The Roof Garden Commission: Pierre Huyghe, Metropolitan Museum of Art, New York (until November 1)
Huyghe’s anti-monumental intervention on the Met’s roof initially looks as if the builders have been in: flagstones are uprooted and filled with murky puddles, and a large tank of waterborne creepy crawlies periodically clouds over and appears to have sprung a leak…Of course this studiedly casual appearance belies a complex feat of engineering and the whole work is a meticulously contrived meditation on the passage of time, which holds a direct conversation with the Met’s own holdings. Cutting-edge liquid crystal technology fogs up the tankful of primeval lampreys and tadpole shrimp, while the lone boulder of Manhattan Schist, which has also come to rest on the roof, is in fact part of the bedrock supporting the wraparound high rise skyline and dates back 450 million years. But the weeds and bugs accumulating around the excavated flags are changing minute by minute—as Huyghe himself says, “the important thing is not necessarily the big event.”
DE.FI.CIEN.CY Andrzej Wróblewski, René Daniels, Luc Tuymans, The Drawing Room (until July 11)
Another intelligent and ambitious show from the UK and Europe’s only non-commercial space devoted to both showing and—crucially—investigating contemporary drawing from around the world. Here three artists—Wróblewski (Polish), Daniels (Dutch) and Tuymans (Belgian) each present their own take on the ‘deficiency’ of pictorial representation via a fluid proliferation of changing styles and unstable images that bristle with association and can morph and shift into different readings.
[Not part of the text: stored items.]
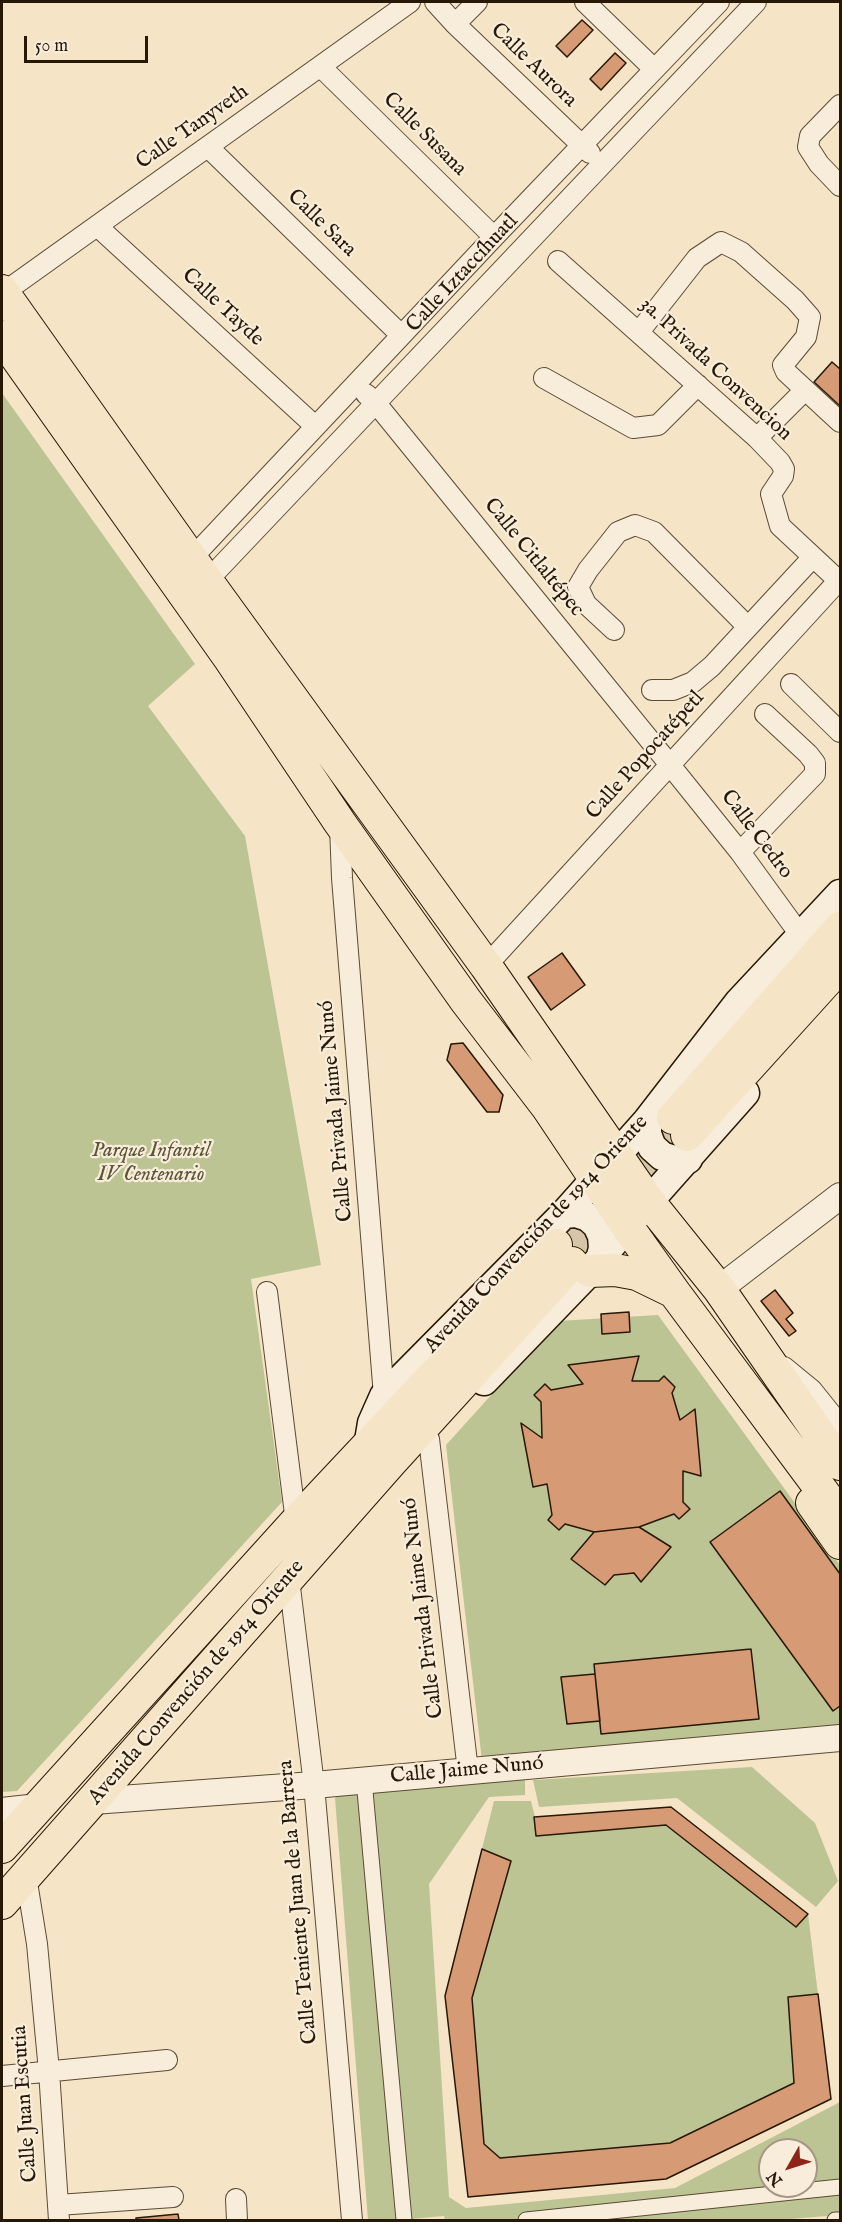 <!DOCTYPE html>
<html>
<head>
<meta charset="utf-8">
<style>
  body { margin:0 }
  #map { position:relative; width:842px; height:2222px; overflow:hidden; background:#f5e4c6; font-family:"IM FELL English",serif }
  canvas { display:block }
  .frame { position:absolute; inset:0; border:3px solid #261805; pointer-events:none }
  .north { position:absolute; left:758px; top:2138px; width:60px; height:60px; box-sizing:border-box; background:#f8edda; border:2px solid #a49885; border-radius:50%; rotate:231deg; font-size:16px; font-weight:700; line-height:24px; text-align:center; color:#261805 }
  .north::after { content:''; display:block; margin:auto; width:21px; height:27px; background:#8f2418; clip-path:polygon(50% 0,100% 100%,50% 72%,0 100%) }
  .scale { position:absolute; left:24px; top:36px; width:124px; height:27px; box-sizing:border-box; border:3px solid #261805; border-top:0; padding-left:8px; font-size:18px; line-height:21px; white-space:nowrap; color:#261805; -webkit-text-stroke:4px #f8edda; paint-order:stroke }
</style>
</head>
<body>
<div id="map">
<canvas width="842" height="2222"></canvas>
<div class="frame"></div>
<div class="north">N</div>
<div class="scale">50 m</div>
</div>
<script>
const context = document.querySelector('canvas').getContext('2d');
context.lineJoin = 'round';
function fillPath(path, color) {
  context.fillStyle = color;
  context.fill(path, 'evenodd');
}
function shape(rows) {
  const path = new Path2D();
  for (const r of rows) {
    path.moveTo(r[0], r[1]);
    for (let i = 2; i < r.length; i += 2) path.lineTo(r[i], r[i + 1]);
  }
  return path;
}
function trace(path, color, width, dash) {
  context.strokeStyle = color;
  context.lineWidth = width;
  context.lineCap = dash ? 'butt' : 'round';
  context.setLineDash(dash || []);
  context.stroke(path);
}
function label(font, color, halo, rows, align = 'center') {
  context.font = font + ' "IM FELL English",serif';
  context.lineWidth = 4.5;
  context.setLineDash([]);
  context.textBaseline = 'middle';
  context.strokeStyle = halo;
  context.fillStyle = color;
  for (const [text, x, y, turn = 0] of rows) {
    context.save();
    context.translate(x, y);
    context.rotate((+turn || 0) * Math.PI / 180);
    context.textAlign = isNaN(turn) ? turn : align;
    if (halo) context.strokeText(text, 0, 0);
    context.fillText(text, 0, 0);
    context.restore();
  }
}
const green = shape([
  [2,393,195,664,148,706,245,836,321,1265,251,1279,282,1502,17,1791,2,1792],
  [658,1315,840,1565,840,1729,482,1761,446,1445,558,1321],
  [752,1767,815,1823,838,1881,816,1907,677,1798,539,1807,533,1780],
  [525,1778,525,1795,489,1797,429,1884,449,2197,466,2208,675,2188,840,2102,840,2215,778,2220,445,2220,444,2216,399,2220,368,2220,335,1798,345,1792],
  [770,2150,806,2150,806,2186,770,2186],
  [494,1801,531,1801,535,1817,671,1807,808,1914,831,2099,666,2179,468,2197,445,1996]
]);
const building = shape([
  [582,20,593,30,567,57,556,46,582,20],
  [615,53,626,63,601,90,590,79,615,53],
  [832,362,840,369,840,406,814,382,832,362],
  [562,953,585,985,551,1010,528,977,562,953],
  [463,1043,503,1095,499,1112,487,1112,447,1060,451,1044,463,1043],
  [775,1290,793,1313,786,1319,796,1331,789,1336,761,1301,775,1290],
  [629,1312,630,1332,602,1334,601,1314,629,1312],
  [639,1356,632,1381,659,1381,664,1376,675,1387,672,1393,680,1420,695,1409,701,1476,683,1471,683,1502,690,1509,679,1519,674,1514,639,1527,594,1532,565,1524,559,1530,548,1520,552,1515,547,1484,533,1487,521,1423,542,1438,541,1402,534,1395,545,1384,551,1390,583,1384,568,1365,639,1356],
  [780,1491,840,1574,840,1706,833,1711,710,1542,780,1491],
  [639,1527,671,1547,641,1582,634,1573,614,1575,605,1585,571,1559,594,1532,639,1527],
  [751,1649,759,1719,601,1734,594,1664,751,1649],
  [595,1674,600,1721,567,1724,561,1677,595,1674],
  [671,1807,808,1914,796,1927,666,1825,536,1836,534,1817,671,1807],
  [482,1849,511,1861,472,1998,484,2144,500,2158,670,2143,794,2083,788,1997,818,1994,831,2099,666,2179,468,2197,445,1996,482,1849],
  [178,2214,179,2220,136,2220,136,2218,178,2214]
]);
const primaryTunnel = shape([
  [556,1245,668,1123],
  [572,1263,686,1136]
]);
const pedestrian = shape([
  [364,1780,404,2220],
  [526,2220,840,2187],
  [835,2220,840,2220]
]);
const minor = shape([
  [435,2,455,24,590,153],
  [585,2,654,69],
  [455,24,477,2],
  [321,67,494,237],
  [840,105,810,136,808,147,819,164,840,186],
  [208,147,401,335],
  [97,226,315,426],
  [558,261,757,438,780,462,784,469,783,476,771,494,780,526,839,581],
  [3,293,410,2],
  [639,332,697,258,721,242,741,252,795,300,810,317,806,337,783,365,786,372,840,422],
  [544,378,633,428,658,425,698,385],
  [366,394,375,402,670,765,740,852,801,936],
  [757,438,805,390],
  [191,559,494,237,719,2],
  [207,581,756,2],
  [614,630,586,604,578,587,588,570,618,532,635,525,654,532,747,626],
  [791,684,840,732],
  [652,690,673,690,693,682,712,666,813,557],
  [340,826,342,878,384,1396],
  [740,852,815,774,815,763,808,754,765,714],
  [486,966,840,579],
  [267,1292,296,1522],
  [784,1367,812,1390,840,1425],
  [429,1439,468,1771],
  [289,1579,314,1785,352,2220],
  [26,1876,37,1944,49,2071,59,2220],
  [2,2076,167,2060],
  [236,2199,237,2220],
  [58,2205,173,2197]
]);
const tertiary = shape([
  [719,1289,840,1196],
  [93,1801,314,1785,840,1738],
  [2,1811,38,1807]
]);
const secondary = shape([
  [647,1121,647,1134,652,1147,662,1156,674,1160,688,1159],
  [564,1214,576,1213,588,1217,597,1225,602,1236,603,1248,600,1260],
  [484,1381,590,1271,627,1226,745,1093],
  [368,1447,372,1423,384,1396,564,1214,647,1121,739,1002,840,894]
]);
const primary = shape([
  [2,291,207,581,486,966,649,1202,719,1289,840,1464],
  [2,337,230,659,340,823,466,1001,548,1108,627,1226,674,1292,840,1515],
  [673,1118,840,928],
  [687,1135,840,966],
  [590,1271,615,1270,637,1274,672,1291],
  [812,1503,840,1543],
  [2,1847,296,1522,556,1245],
  [2,1903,391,1462,572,1263]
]);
const streetNames = [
  ["Calle Aurora",533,66,44],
  ["Calle Tanyveth",193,128,-35],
  ["Calle Susana",424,135,45],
  ["Calle Sara",321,224,44],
  ["Calle Iztaccíhuatl",463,274,-47],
  ["Calle Tayde",222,308,43],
  ["3a. Privada Convencion",715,370,43],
  ["Calle Citlaltépec",533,558,51],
  ["Calle Popocatépetl",646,756,-48],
  ["Calle Cedro",756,835,53],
  ["Calle Privada Jaime Nunó",337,1111,-95],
  ["Avenida Convención de 1914 Oriente",537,1235,-47],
  ["Calle Privada Jaime Nunó",424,1608,-97],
  ["Avenida Convención de 1914 Oriente",197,1683,-49],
  ["Calle Jaime Nunó",467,1771,-5],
  ["Calle Teniente Juan de la Barrera",299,1902,-95],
  ["Calle Juan Escutia",26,2104,-94]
];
const parkNames = [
  ["Parque Infantil",151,1152],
  ["IV Centenario",151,1176]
];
fillPath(green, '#bdc494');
fillPath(building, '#d69a75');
trace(building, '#261805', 1.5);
trace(primaryTunnel, '#d6c5a9', 32, [32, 16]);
trace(pedestrian, '#5a4b35', 17);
trace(minor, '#5a4b35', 22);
trace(tertiary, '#5a4b35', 28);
trace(secondary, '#261805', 31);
trace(primary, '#261805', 34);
trace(pedestrian, '#f8edda', 15);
trace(minor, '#f8edda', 20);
trace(tertiary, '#f8edda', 26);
trace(secondary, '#f8edda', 28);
trace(primary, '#f5e4c6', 32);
label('21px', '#261805', '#f8edda', streetNames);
label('italic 21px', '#5b5437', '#f8edda', parkNames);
</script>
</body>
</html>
Histories, secrets and stories proliferate: Nazi atrocities, family rifts, the vagaries of the art world are just some of the back stories to these 50 works on paper along with a unique and disquieting wall drawing specially made in situ by Tuymans and based on photographed installations of his work.
America is Hard To See, Whitney Museum (until September 27)
Exuberant and panoramic (both inside and out) yet at the same time generously welcoming and accommodating for both art and people, Renzo Piano’s new home for the Whitney is a triumph—as is the inaugural exhibition. Both complement each other perfectly. America is Hard to See is a 600-work-whopper drawn from the Whitney’s extensive collections, which aims to re-examine the history of American art from the beginning of the 20th century up to the present. And it does. Organised chronologically but further divided into 23 sub-chapters, the show presents the stars of the Whitney’s collection alongside a brilliantly selected array of lesser known figures (often women), who do more than hold their own, they often surpass and shake things up to such an extent that the big boys of American art will never look the same again.